Exercise objective: Restate the following entries exactly. Keep the pictures out.

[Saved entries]
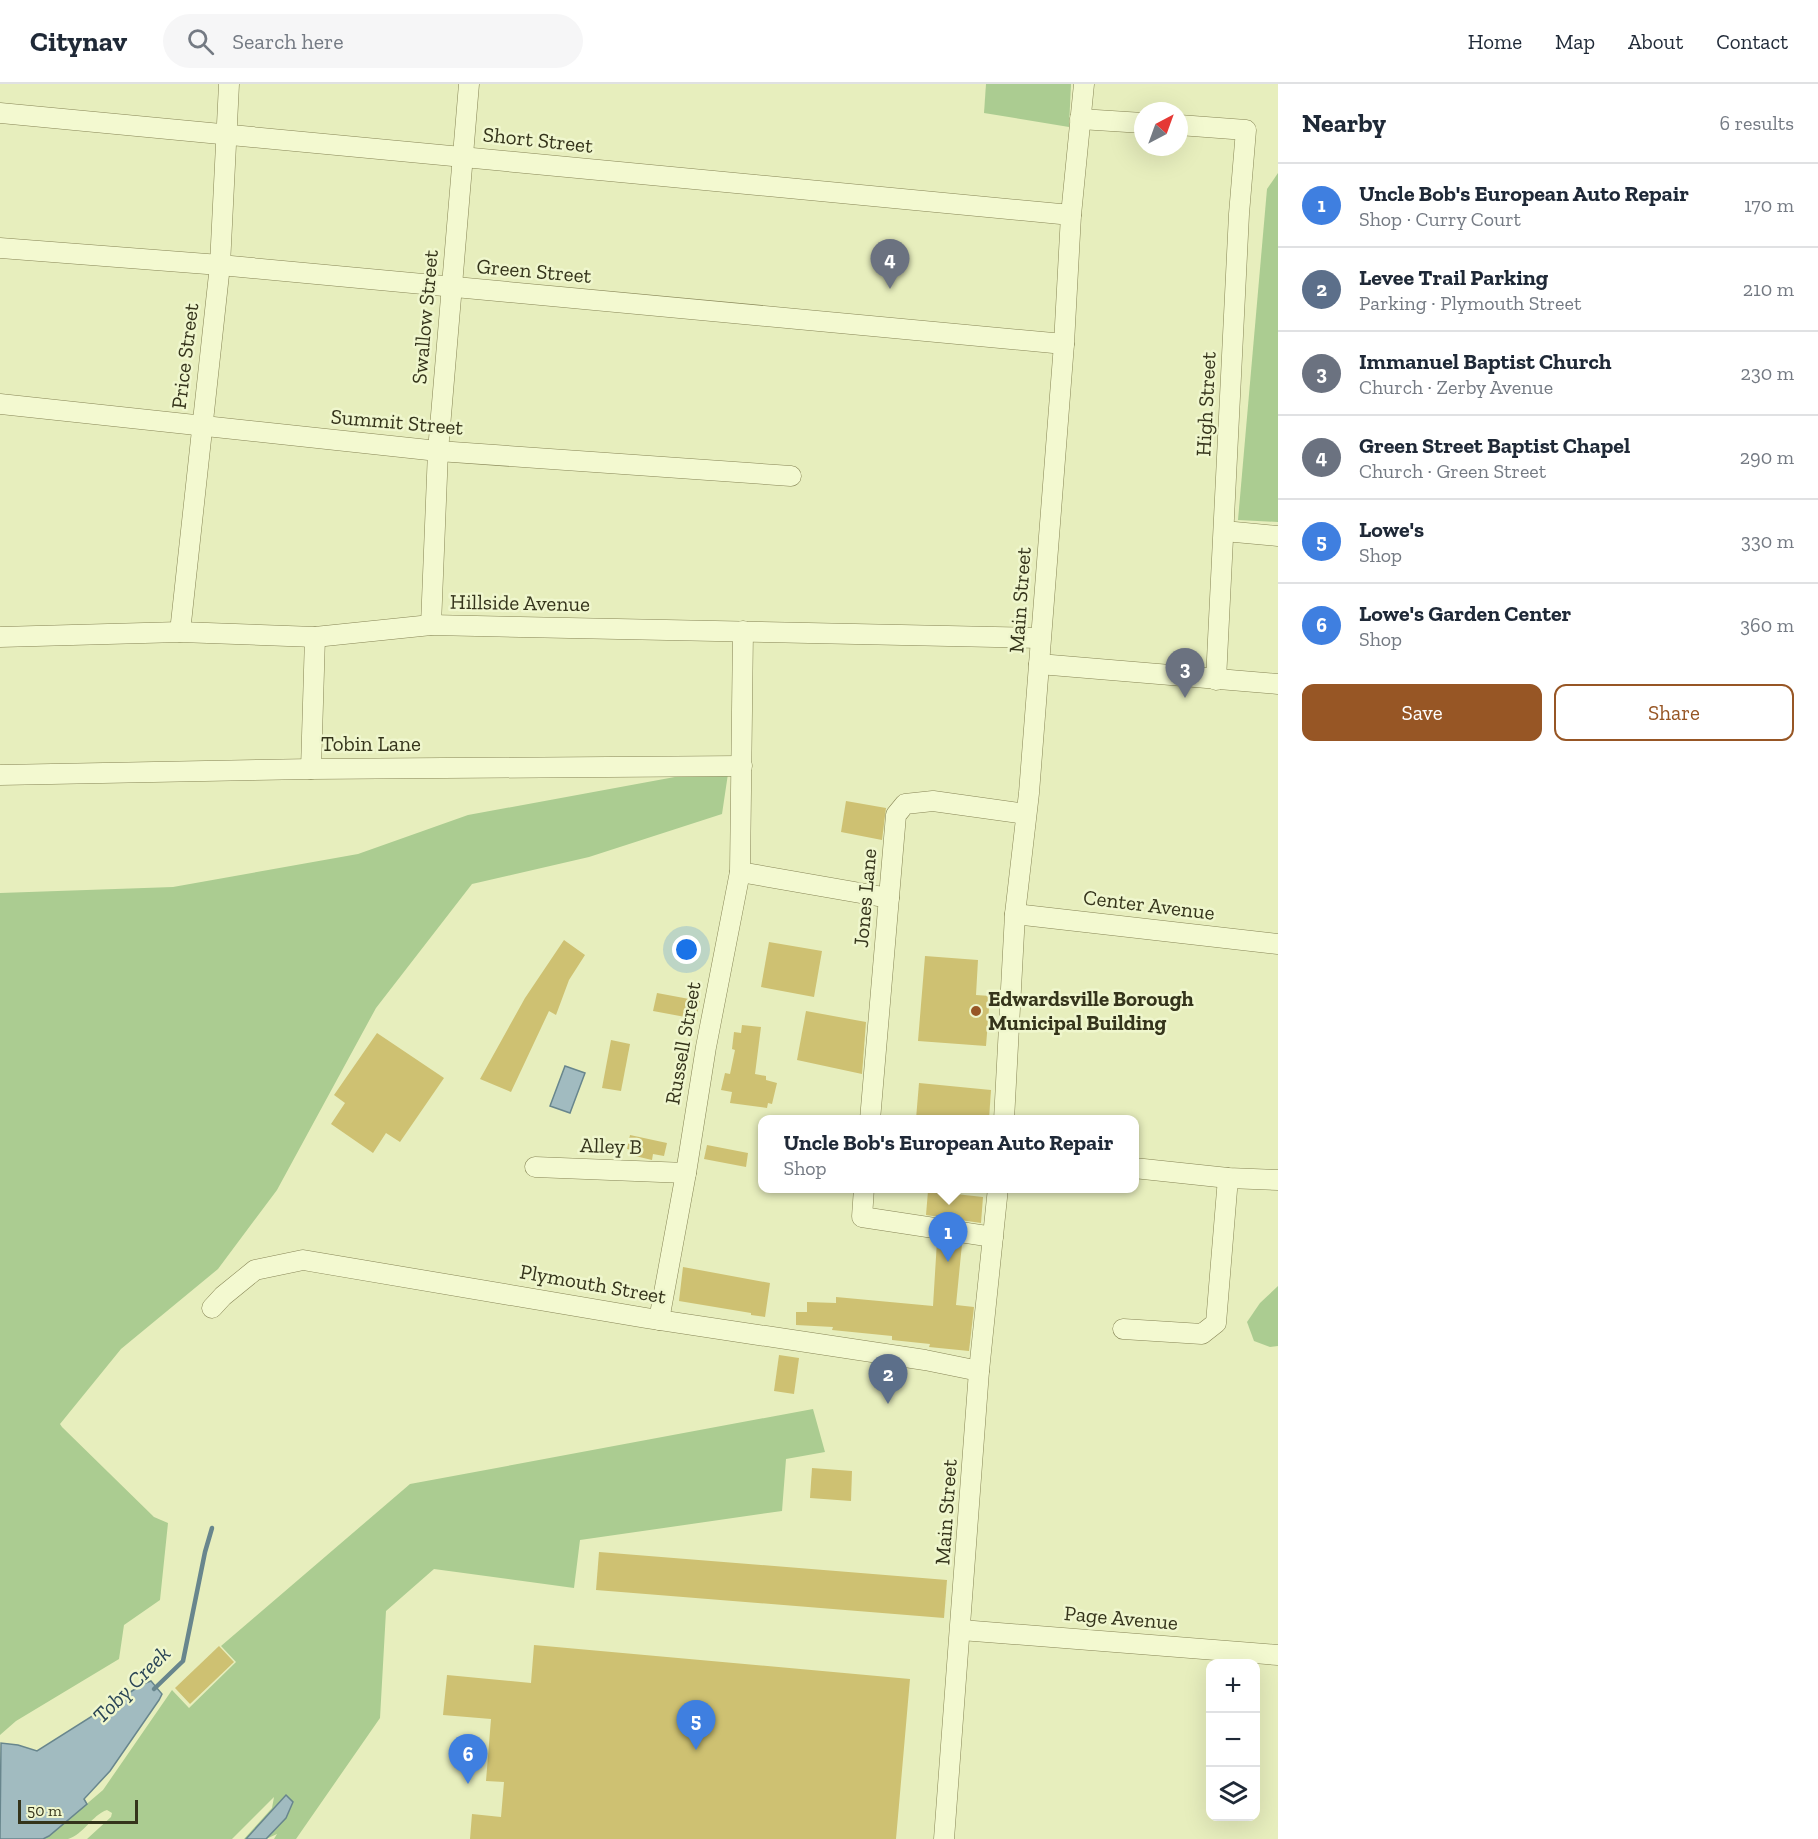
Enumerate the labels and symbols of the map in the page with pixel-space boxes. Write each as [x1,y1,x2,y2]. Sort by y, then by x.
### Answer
north arrow [1134,102,1188,156]
street label: Short Street [482,121,594,158]
pin: 4 [870,240,910,289]
street label: Swallow Street [406,249,443,385]
street label: Green Street [476,253,593,288]
street label: Price Street [166,301,203,410]
street label: High Street [1190,351,1221,457]
street label: Summit Street [330,403,465,440]
street label: Main Street [1003,546,1036,654]
street label: Hillside Avenue [450,589,590,616]
pin: 3 [1166,648,1204,698]
street label: Tobin Lane [321,731,421,756]
street label: Jones Lane [848,847,881,948]
street label: Center Avenue [1082,884,1216,925]
your location [672,935,701,964]
street label: Russell Street [659,979,706,1106]
place label: Edwardsville Borough Municipal Building [988,986,1194,1035]
marker: Edwardsville Borough Municipal Building [969,1004,983,1018]
street label: Alley B [580,1132,642,1159]
pin: 1 [928,1212,968,1262]
street label: Plymouth Street [518,1258,668,1309]
pin: 2 [868,1354,908,1404]
street label: Main Street [929,1458,962,1566]
street label: Page Avenue [1063,1600,1179,1635]
water label: Toby Creek [87,1640,176,1729]
pin: 5 [676,1700,716,1750]
pin: 6 [448,1734,488,1784]
scale bar [18,1797,138,1824]

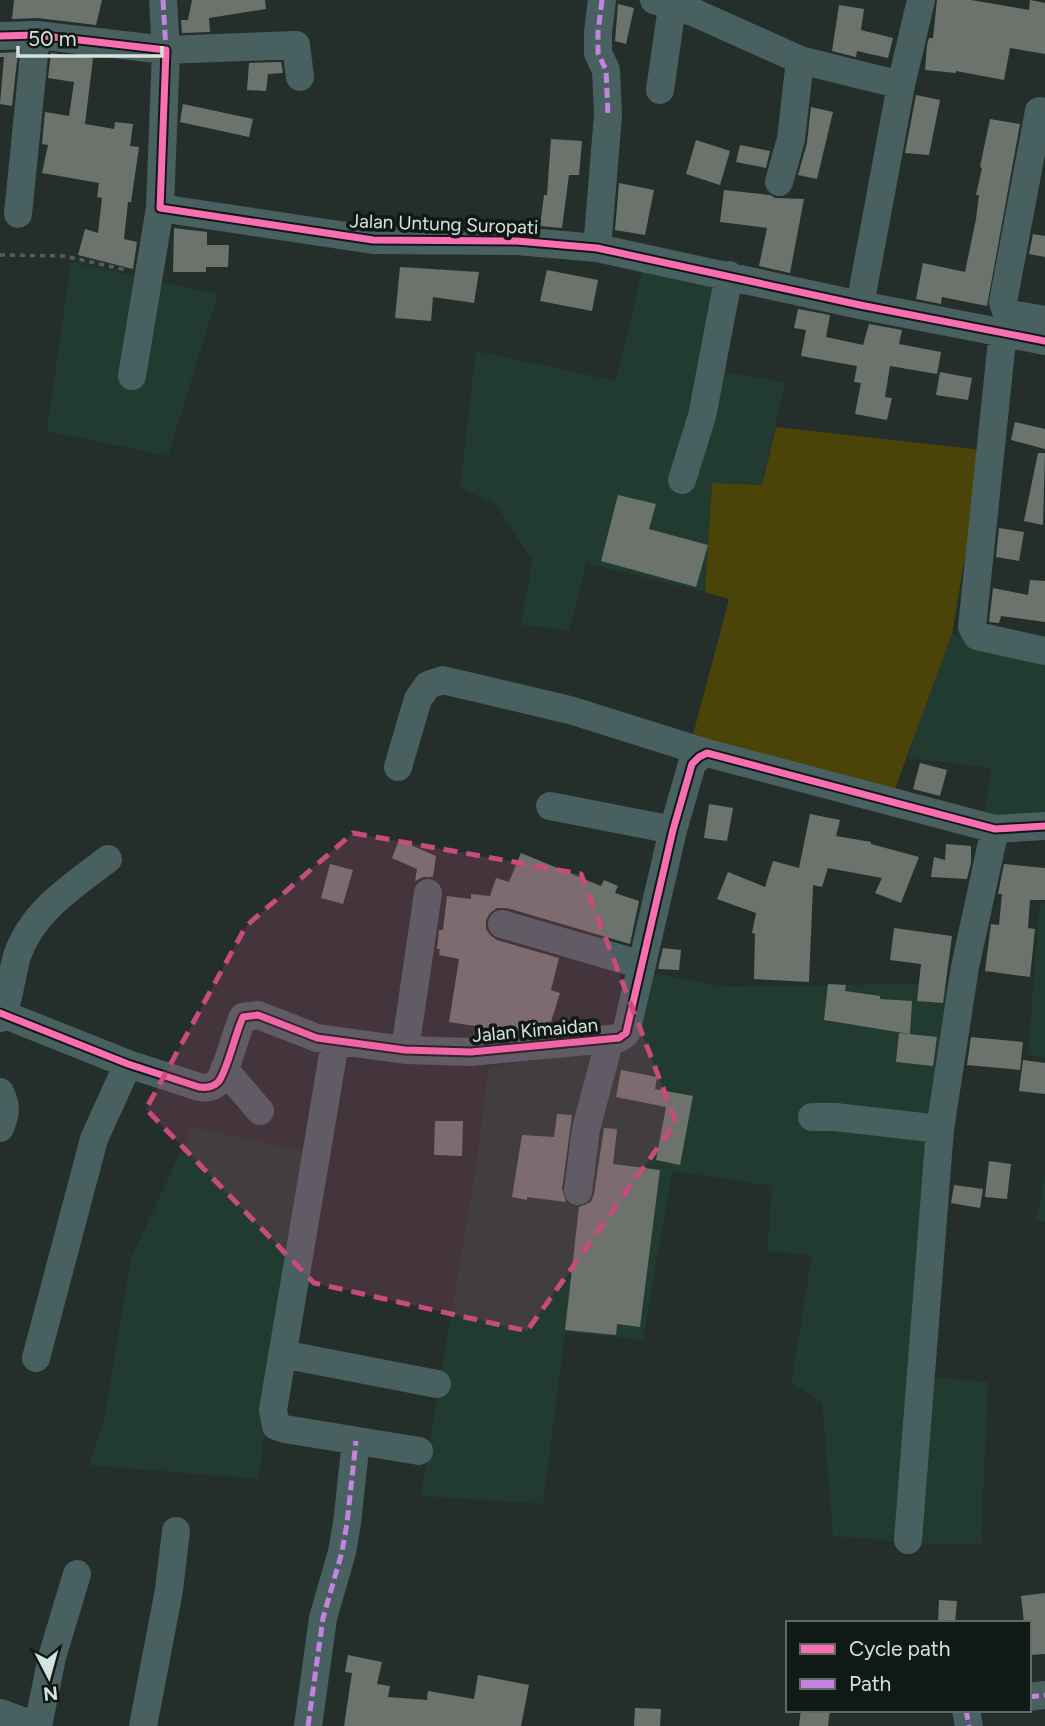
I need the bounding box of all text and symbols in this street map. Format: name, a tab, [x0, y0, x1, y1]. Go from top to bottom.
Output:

Response area:
Enumerate the labels and symbols of the map in the page with pixel-space boxes. Write each as [x1,y1,x2,y2]. Sort by y, then by x.
### Answer
north arrow [1134,102,1188,156]
street label: Short Street [482,121,594,158]
pin: 4 [870,240,910,289]
street label: Swallow Street [406,249,443,385]
street label: Green Street [476,253,593,288]
street label: Price Street [166,301,203,410]
street label: High Street [1190,351,1221,457]
street label: Summit Street [330,403,465,440]
street label: Main Street [1003,546,1036,654]
street label: Hillside Avenue [450,589,590,616]
pin: 3 [1166,648,1204,698]
street label: Tobin Lane [321,731,421,756]
street label: Jones Lane [848,847,881,948]
street label: Center Avenue [1082,884,1216,925]
your location [672,935,701,964]
street label: Russell Street [659,979,706,1106]
place label: Edwardsville Borough Municipal Building [988,986,1194,1035]
marker: Edwardsville Borough Municipal Building [969,1004,983,1018]
street label: Alley B [580,1132,642,1159]
pin: 1 [928,1212,968,1262]
street label: Plymouth Street [518,1258,668,1309]
pin: 2 [868,1354,908,1404]
street label: Main Street [929,1458,962,1566]
street label: Page Avenue [1063,1600,1179,1635]
water label: Toby Creek [87,1640,176,1729]
pin: 5 [676,1700,716,1750]
pin: 6 [448,1734,488,1784]
scale bar [18,1797,138,1824]

I need the bounding box of all text and symbols in this street map. Format: name, a tab, [x0, y0, x1, y1]. Go from top to bottom.
Output:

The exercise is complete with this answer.